I would say when picking classes, don't take higher level classes. You will be busy traveling and getting to know people and the last thing you need is to take an intensive course in a new format. In my situation I don't need anymore classes for my major, so I am just taking some fun things that I'm interested in, but if you need a certain course, make sure it will count back in Elmhurst for the same class you need.

5:20 AM  
Blogger Mary Zizzo said...

Rachel, it sounds like you are having a good time so far. Have you had any culture shock yet? It sounds like people are very accepting of Americans and that you have noticed some changes but have you felt any of the other stages affect you yet?

1:21 PM  
Anonymous Catie A said...

Awesome post, I really like that you compared American and British classes, the differences seem very interesting, and it was very refreshing to hear what people had to say about the US. Have you been shocked by any other differences, besides the flowing amounts of drinking, between US and British culture? And because of not having your computer, how much more difficult are your classes/preparing for them without it?

6:41 PM  
Anonymous Rachel M said...

I haven't really had any culture shock. I really do love it here and I like it a lot better than living in America. I did just get my computer and preparing for my classes is so much easier. A lot of the readings are online and so I would have to sit in the library or learning zone and do everything there. And sometimes I would have to check my emails multiple times a day for emails about classes.
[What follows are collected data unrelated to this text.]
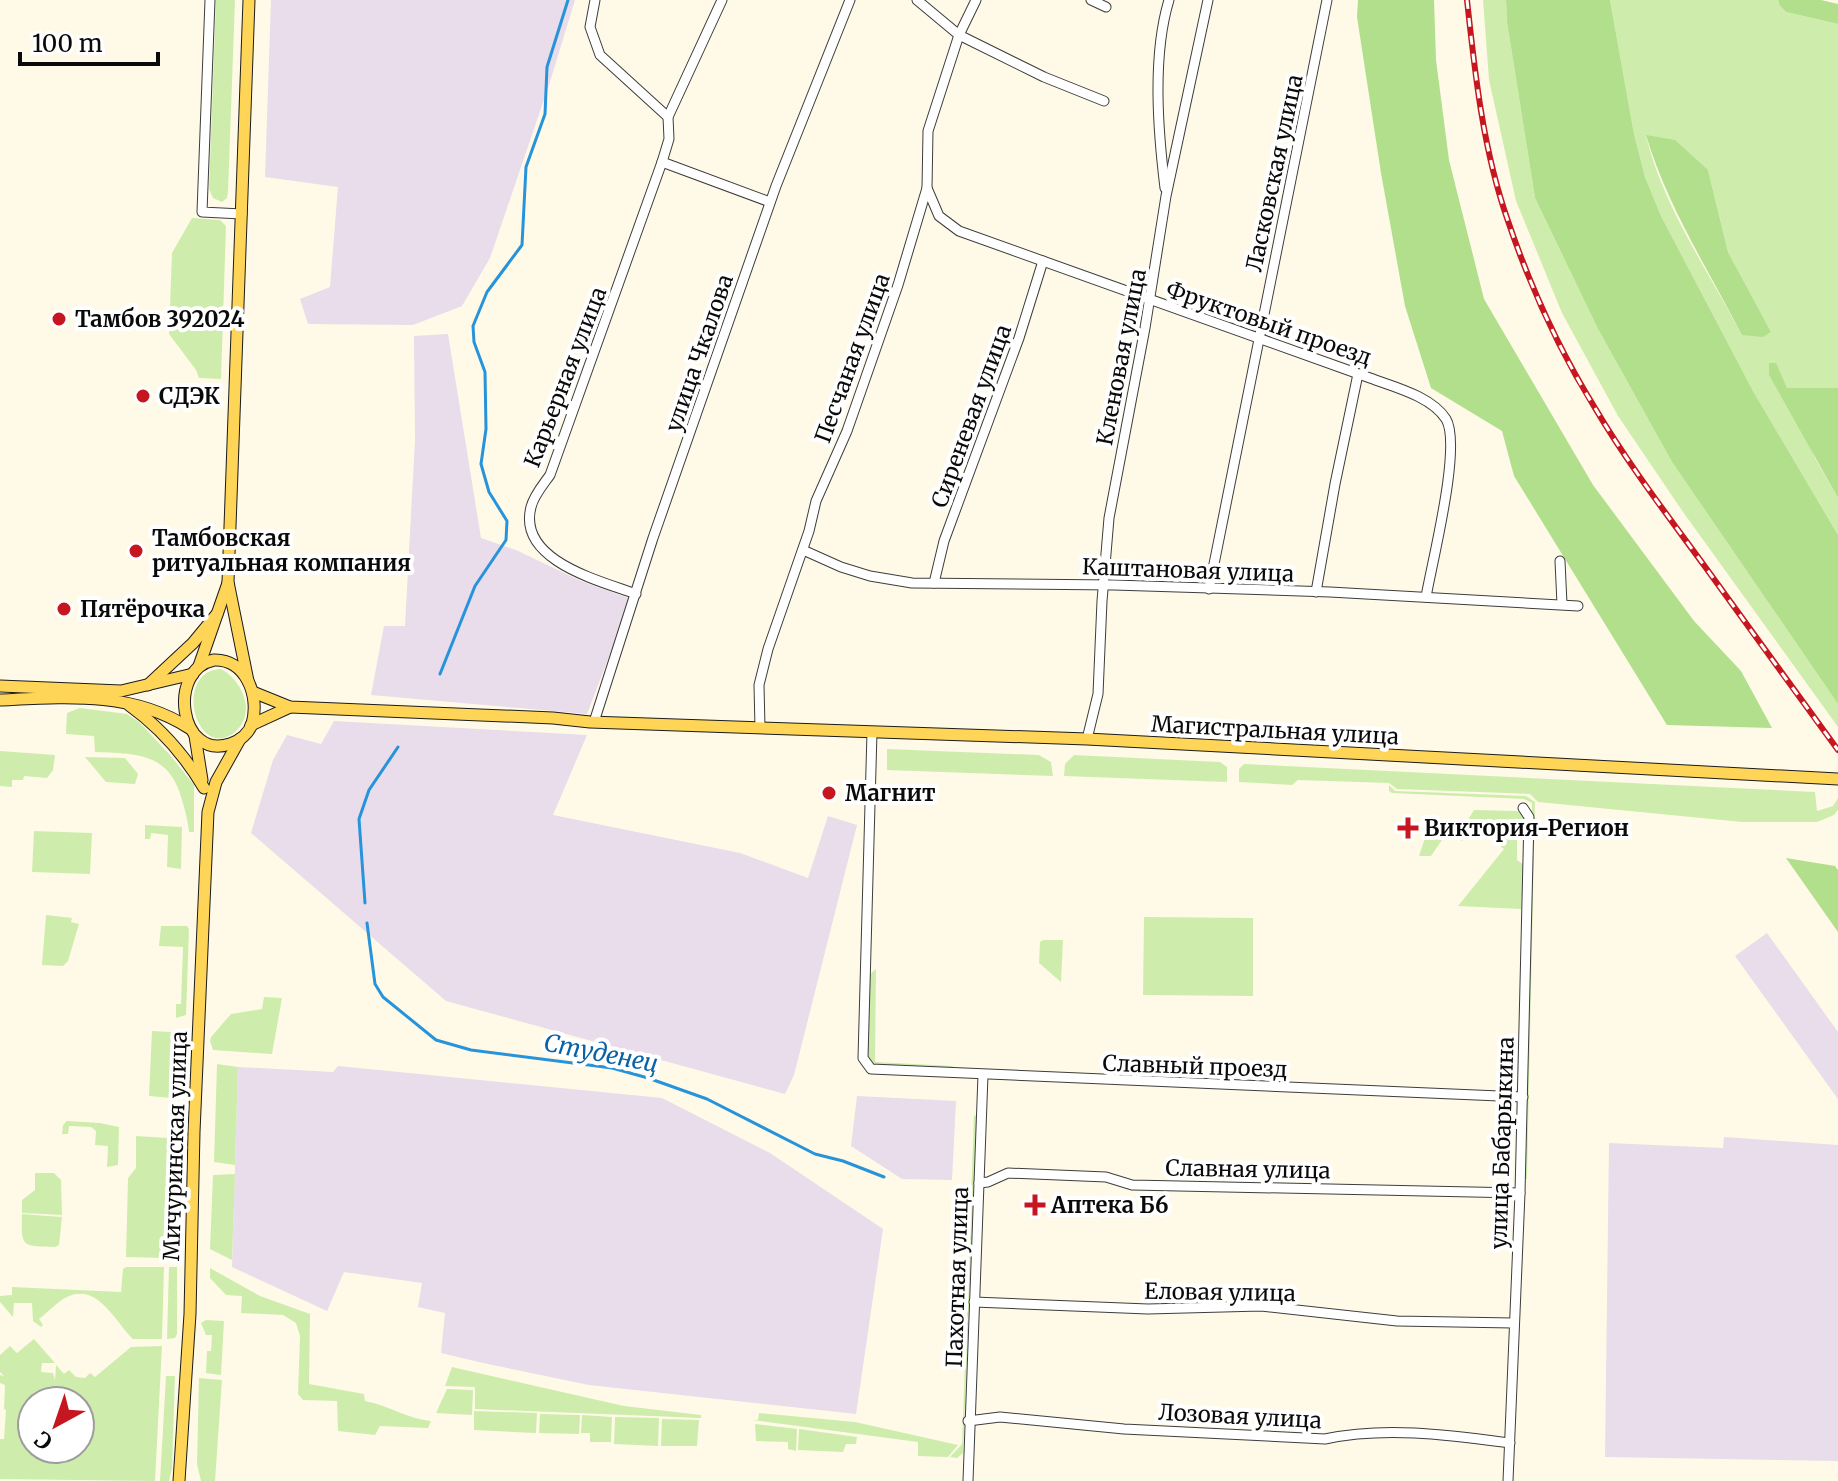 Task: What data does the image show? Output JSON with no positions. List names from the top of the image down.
{
  "streets": {
    "main road": ["Магистральная улица", "Мичуринская улица"],
    "street": [
      "Ласковская улица",
      "Фруктовый проезд",
      "улица Чкалова",
      "Кленовая улица",
      "Песчаная улица",
      "Карьерная улица",
      "Сиреневая улица",
      "Каштановая улица",
      "Славный проезд",
      "улица Бабарыкина",
      "Славная улица",
      "Пахотная улица",
      "Еловая улица",
      "Лозовая улица"
    ]
  },
  "crossings": [
    ["Ласковская улица", "Фруктовый проезд"],
    ["Ласковская улица", "Каштановая улица"],
    ["Фруктовый проезд", "Кленовая улица"],
    ["Фруктовый проезд", "Песчаная улица"],
    ["Фруктовый проезд", "Сиреневая улица"],
    ["Фруктовый проезд", "Каштановая улица"],
    ["улица Чкалова", "Карьерная улица"],
    ["улица Чкалова", "Магистральная улица"],
    ["Кленовая улица", "Каштановая улица"],
    ["Кленовая улица", "Магистральная улица"],
    ["Песчаная улица", "Каштановая улица"],
    ["Песчаная улица", "Магистральная улица"],
    ["Сиреневая улица", "Каштановая улица"],
    ["Магистральная улица", "Славный проезд"],
    ["Славный проезд", "улица Бабарыкина"],
    ["Славный проезд", "Пахотная улица"],
    ["улица Бабарыкина", "Славная улица"],
    ["улица Бабарыкина", "Еловая улица"],
    ["улица Бабарыкина", "Лозовая улица"],
    ["Славная улица", "Пахотная улица"],
    ["Пахотная улица", "Еловая улица"],
    ["Пахотная улица", "Лозовая улица"]
  ],
  "water": ["Студенец"],
  "places": {
    "other": [
      "Тамбов 392024",
      "СДЭК",
      "Тамбовская ритуальная компания",
      "Пятёрочка",
      "Магнит"
    ],
    "health": ["Виктория-Регион", "Аптека Б6"]
  },
  "scale_bar": "100 m",
  "north": "bottom left"
} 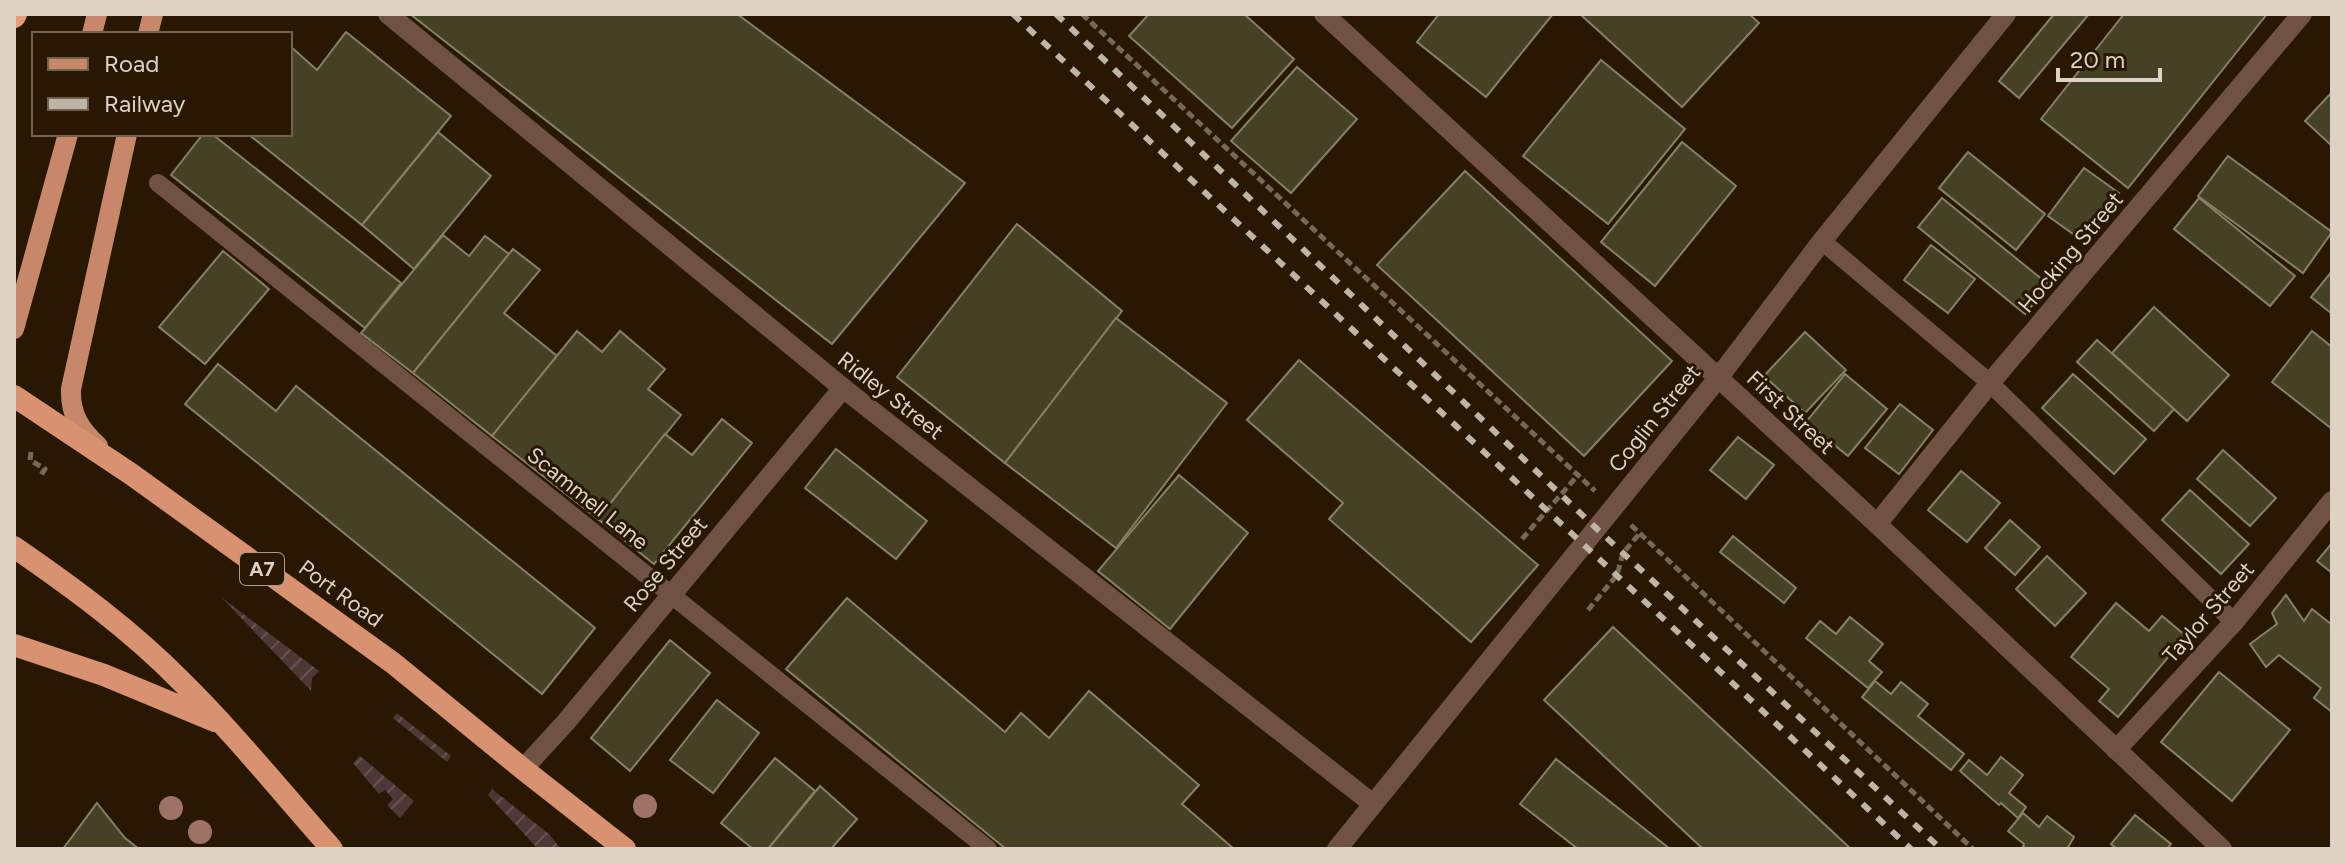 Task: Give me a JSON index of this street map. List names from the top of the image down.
{
  "streets": {
    "highway": ["A7", "Port Road"],
    "street": [
      "Hocking Street",
      "Ridley Street",
      "First Street",
      "Coglin Street",
      "Rose Street",
      "Taylor Street"
    ],
    "lane": ["Scammell Lane"]
  },
  "crossings": [
    ["Hocking Street", "First Street"],
    ["Ridley Street", "Coglin Street"],
    ["Ridley Street", "Rose Street"],
    ["First Street", "Coglin Street"],
    ["First Street", "Taylor Street"],
    ["Scammell Lane", "Rose Street"],
    ["Rose Street", "Port Road"]
  ],
  "legend": ["Road", "Railway"],
  "scale_bar": "20 m"
} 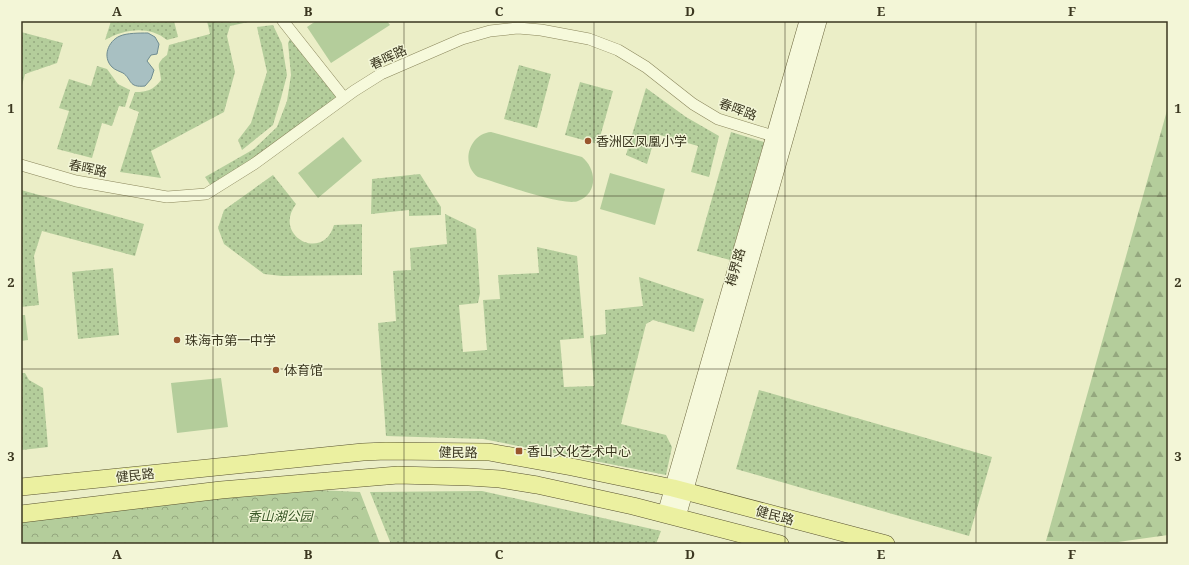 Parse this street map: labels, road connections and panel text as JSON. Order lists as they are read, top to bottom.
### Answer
{
  "streets": {
    "main road": ["梅界路", "健民路"],
    "street": ["春晖路"]
  },
  "crossings": [
    ["春晖路", "梅界路"],
    ["梅界路", "健民路"]
  ],
  "parks": ["香山湖公园"],
  "places": {
    "other": ["香洲区凤凰小学", "珠海市第一中学", "体育馆"],
    "transit": ["香山文化艺术中心"]
  },
  "grid": {
    "columns": [
      "A",
      "B",
      "C",
      "D",
      "E",
      "F"
    ],
    "rows": ["1", "2", "3"]
  }
}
So now that I have my computer, classes, and life in general, is a lot easier. The reading by the way, most students find everything in the library. You don't actually have to buy the textbook. I only bought my Italian workbooks.
The main thing I really noticed is that the British students don't really want to travel. I just went to Scotland for the weekend and I went with a group of Americans because the British students weren't interested. They've lived around these places their whole lives, so they don't really care.
The other main thing I always notice is how they say things. The pronunciation is so different for some words and it never ceases to amaze me that we are all speaking the same language but it's so different. (I can do a perfect British accent by the way. It's pretty sweet.)
I think that if I do end up experiencing some culture shock it will be in like a month or so because I am still seeing so many new things and it is so wonderful for me. I actually think I will get reverse culture shock when I get home more than I will here.